[[ Material for this exercise open ]]
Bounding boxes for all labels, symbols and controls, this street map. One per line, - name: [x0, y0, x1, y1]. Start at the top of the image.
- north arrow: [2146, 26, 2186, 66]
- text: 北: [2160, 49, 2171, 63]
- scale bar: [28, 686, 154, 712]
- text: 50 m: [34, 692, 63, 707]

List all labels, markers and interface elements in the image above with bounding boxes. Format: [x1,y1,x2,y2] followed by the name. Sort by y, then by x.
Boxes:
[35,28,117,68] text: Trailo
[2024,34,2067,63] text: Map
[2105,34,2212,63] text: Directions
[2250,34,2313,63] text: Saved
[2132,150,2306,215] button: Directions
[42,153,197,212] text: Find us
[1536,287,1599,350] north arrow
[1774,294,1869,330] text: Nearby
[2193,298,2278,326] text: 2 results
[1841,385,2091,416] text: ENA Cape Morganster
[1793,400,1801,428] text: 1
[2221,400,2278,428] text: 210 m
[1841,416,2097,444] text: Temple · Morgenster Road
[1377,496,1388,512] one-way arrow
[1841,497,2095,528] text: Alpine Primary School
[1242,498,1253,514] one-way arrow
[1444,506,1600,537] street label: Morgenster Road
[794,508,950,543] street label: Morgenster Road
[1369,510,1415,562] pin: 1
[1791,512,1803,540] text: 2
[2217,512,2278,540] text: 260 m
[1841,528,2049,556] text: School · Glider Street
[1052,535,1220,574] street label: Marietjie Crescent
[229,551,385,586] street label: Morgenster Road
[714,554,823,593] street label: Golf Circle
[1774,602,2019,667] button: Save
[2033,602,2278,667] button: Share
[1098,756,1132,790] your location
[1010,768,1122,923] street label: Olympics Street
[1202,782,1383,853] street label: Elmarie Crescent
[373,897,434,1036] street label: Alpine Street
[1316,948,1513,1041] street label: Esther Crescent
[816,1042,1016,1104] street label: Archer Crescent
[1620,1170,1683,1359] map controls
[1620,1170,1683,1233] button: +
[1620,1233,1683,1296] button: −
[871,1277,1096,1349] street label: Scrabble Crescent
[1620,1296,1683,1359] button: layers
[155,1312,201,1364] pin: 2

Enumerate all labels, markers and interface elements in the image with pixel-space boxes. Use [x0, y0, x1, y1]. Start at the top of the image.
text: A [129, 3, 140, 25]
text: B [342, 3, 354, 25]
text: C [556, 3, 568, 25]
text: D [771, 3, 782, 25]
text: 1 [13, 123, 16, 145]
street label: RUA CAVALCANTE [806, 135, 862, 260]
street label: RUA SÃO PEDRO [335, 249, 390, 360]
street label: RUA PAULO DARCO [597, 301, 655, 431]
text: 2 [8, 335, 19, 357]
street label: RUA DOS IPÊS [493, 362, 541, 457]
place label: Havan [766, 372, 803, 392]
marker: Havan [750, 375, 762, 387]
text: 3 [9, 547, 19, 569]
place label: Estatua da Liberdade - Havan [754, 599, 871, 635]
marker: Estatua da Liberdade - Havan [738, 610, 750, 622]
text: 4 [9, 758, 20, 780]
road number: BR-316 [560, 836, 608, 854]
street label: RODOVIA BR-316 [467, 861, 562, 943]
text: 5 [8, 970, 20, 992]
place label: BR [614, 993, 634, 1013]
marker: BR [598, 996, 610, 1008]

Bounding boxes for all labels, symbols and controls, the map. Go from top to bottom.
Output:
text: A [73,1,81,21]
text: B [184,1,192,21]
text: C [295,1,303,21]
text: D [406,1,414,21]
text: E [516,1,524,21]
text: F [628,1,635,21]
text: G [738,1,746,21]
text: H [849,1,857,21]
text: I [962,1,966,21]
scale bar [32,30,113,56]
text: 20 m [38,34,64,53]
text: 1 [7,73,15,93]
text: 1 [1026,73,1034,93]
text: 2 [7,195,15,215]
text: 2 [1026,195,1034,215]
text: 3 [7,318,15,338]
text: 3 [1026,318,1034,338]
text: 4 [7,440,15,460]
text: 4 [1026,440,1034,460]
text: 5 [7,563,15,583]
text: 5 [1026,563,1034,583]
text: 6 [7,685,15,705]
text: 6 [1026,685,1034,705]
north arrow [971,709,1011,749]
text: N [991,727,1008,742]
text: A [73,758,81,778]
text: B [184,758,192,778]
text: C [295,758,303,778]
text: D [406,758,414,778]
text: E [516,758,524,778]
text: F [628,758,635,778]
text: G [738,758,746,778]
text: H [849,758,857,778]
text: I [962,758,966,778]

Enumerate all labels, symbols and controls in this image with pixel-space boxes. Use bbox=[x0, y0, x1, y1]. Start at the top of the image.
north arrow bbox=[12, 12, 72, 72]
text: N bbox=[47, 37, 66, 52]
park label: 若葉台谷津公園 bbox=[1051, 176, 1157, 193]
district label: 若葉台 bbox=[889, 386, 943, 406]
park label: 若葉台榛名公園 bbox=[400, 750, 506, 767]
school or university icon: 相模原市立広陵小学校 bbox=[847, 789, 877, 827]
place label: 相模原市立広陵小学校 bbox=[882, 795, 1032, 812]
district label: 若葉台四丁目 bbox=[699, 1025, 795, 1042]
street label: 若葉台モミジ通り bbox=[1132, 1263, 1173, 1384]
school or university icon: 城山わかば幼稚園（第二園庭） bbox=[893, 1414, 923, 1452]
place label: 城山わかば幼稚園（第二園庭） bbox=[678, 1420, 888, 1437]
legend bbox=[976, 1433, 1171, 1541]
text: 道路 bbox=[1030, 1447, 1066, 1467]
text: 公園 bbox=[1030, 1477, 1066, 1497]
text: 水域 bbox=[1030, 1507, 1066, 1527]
[[ Material for this exercise closed ]]
> **Task details**
The response has to match the records above word for word.

> **Reply**
Bounding boxes for all labels, symbols and controls, this street map. One per line, - name: [x0, y0, x1, y1]. Start at the top of the image.
- north arrow: [2146, 26, 2186, 66]
- text: 北: [2160, 49, 2171, 63]
- scale bar: [28, 686, 154, 712]
- text: 50 m: [34, 692, 63, 707]

List all labels, markers and interface elements in the image above with bounding boxes. Format: [x1,y1,x2,y2] followed by the name. Sort by y, then by x.
Boxes:
[35,28,117,68] text: Trailo
[2024,34,2067,63] text: Map
[2105,34,2212,63] text: Directions
[2250,34,2313,63] text: Saved
[2132,150,2306,215] button: Directions
[42,153,197,212] text: Find us
[1536,287,1599,350] north arrow
[1774,294,1869,330] text: Nearby
[2193,298,2278,326] text: 2 results
[1841,385,2091,416] text: ENA Cape Morganster
[1793,400,1801,428] text: 1
[2221,400,2278,428] text: 210 m
[1841,416,2097,444] text: Temple · Morgenster Road
[1377,496,1388,512] one-way arrow
[1841,497,2095,528] text: Alpine Primary School
[1242,498,1253,514] one-way arrow
[1444,506,1600,537] street label: Morgenster Road
[794,508,950,543] street label: Morgenster Road
[1369,510,1415,562] pin: 1
[1791,512,1803,540] text: 2
[2217,512,2278,540] text: 260 m
[1841,528,2049,556] text: School · Glider Street
[1052,535,1220,574] street label: Marietjie Crescent
[229,551,385,586] street label: Morgenster Road
[714,554,823,593] street label: Golf Circle
[1774,602,2019,667] button: Save
[2033,602,2278,667] button: Share
[1098,756,1132,790] your location
[1010,768,1122,923] street label: Olympics Street
[1202,782,1383,853] street label: Elmarie Crescent
[373,897,434,1036] street label: Alpine Street
[1316,948,1513,1041] street label: Esther Crescent
[816,1042,1016,1104] street label: Archer Crescent
[1620,1170,1683,1359] map controls
[1620,1170,1683,1233] button: +
[1620,1233,1683,1296] button: −
[871,1277,1096,1349] street label: Scrabble Crescent
[1620,1296,1683,1359] button: layers
[155,1312,201,1364] pin: 2

Enumerate all labels, markers and interface elements in the image with pixel-space boxes. Use [x0, y0, x1, y1]. Start at the top of the image.
text: A [129, 3, 140, 25]
text: B [342, 3, 354, 25]
text: C [556, 3, 568, 25]
text: D [771, 3, 782, 25]
text: 1 [13, 123, 16, 145]
street label: RUA CAVALCANTE [806, 135, 862, 260]
street label: RUA SÃO PEDRO [335, 249, 390, 360]
street label: RUA PAULO DARCO [597, 301, 655, 431]
text: 2 [8, 335, 19, 357]
street label: RUA DOS IPÊS [493, 362, 541, 457]
place label: Havan [766, 372, 803, 392]
marker: Havan [750, 375, 762, 387]
text: 3 [9, 547, 19, 569]
place label: Estatua da Liberdade - Havan [754, 599, 871, 635]
marker: Estatua da Liberdade - Havan [738, 610, 750, 622]
text: 4 [9, 758, 20, 780]
road number: BR-316 [560, 836, 608, 854]
street label: RODOVIA BR-316 [467, 861, 562, 943]
text: 5 [8, 970, 20, 992]
place label: BR [614, 993, 634, 1013]
marker: BR [598, 996, 610, 1008]

Bounding boxes for all labels, symbols and controls, the map. Go from top to bottom.
Output:
text: A [73,1,81,21]
text: B [184,1,192,21]
text: C [295,1,303,21]
text: D [406,1,414,21]
text: E [516,1,524,21]
text: F [628,1,635,21]
text: G [738,1,746,21]
text: H [849,1,857,21]
text: I [962,1,966,21]
scale bar [32,30,113,56]
text: 20 m [38,34,64,53]
text: 1 [7,73,15,93]
text: 1 [1026,73,1034,93]
text: 2 [7,195,15,215]
text: 2 [1026,195,1034,215]
text: 3 [7,318,15,338]
text: 3 [1026,318,1034,338]
text: 4 [7,440,15,460]
text: 4 [1026,440,1034,460]
text: 5 [7,563,15,583]
text: 5 [1026,563,1034,583]
text: 6 [7,685,15,705]
text: 6 [1026,685,1034,705]
north arrow [971,709,1011,749]
text: N [991,727,1008,742]
text: A [73,758,81,778]
text: B [184,758,192,778]
text: C [295,758,303,778]
text: D [406,758,414,778]
text: E [516,758,524,778]
text: F [628,758,635,778]
text: G [738,758,746,778]
text: H [849,758,857,778]
text: I [962,758,966,778]

Enumerate all labels, symbols and controls in this image with pixel-space boxes. Use bbox=[x0, y0, x1, y1]. Start at the top of the image.
north arrow bbox=[12, 12, 72, 72]
text: N bbox=[47, 37, 66, 52]
park label: 若葉台谷津公園 bbox=[1051, 176, 1157, 193]
district label: 若葉台 bbox=[889, 386, 943, 406]
park label: 若葉台榛名公園 bbox=[400, 750, 506, 767]
school or university icon: 相模原市立広陵小学校 bbox=[847, 789, 877, 827]
place label: 相模原市立広陵小学校 bbox=[882, 795, 1032, 812]
district label: 若葉台四丁目 bbox=[699, 1025, 795, 1042]
street label: 若葉台モミジ通り bbox=[1132, 1263, 1173, 1384]
school or university icon: 城山わかば幼稚園（第二園庭） bbox=[893, 1414, 923, 1452]
place label: 城山わかば幼稚園（第二園庭） bbox=[678, 1420, 888, 1437]
legend bbox=[976, 1433, 1171, 1541]
text: 道路 bbox=[1030, 1447, 1066, 1467]
text: 公園 bbox=[1030, 1477, 1066, 1497]
text: 水域 bbox=[1030, 1507, 1066, 1527]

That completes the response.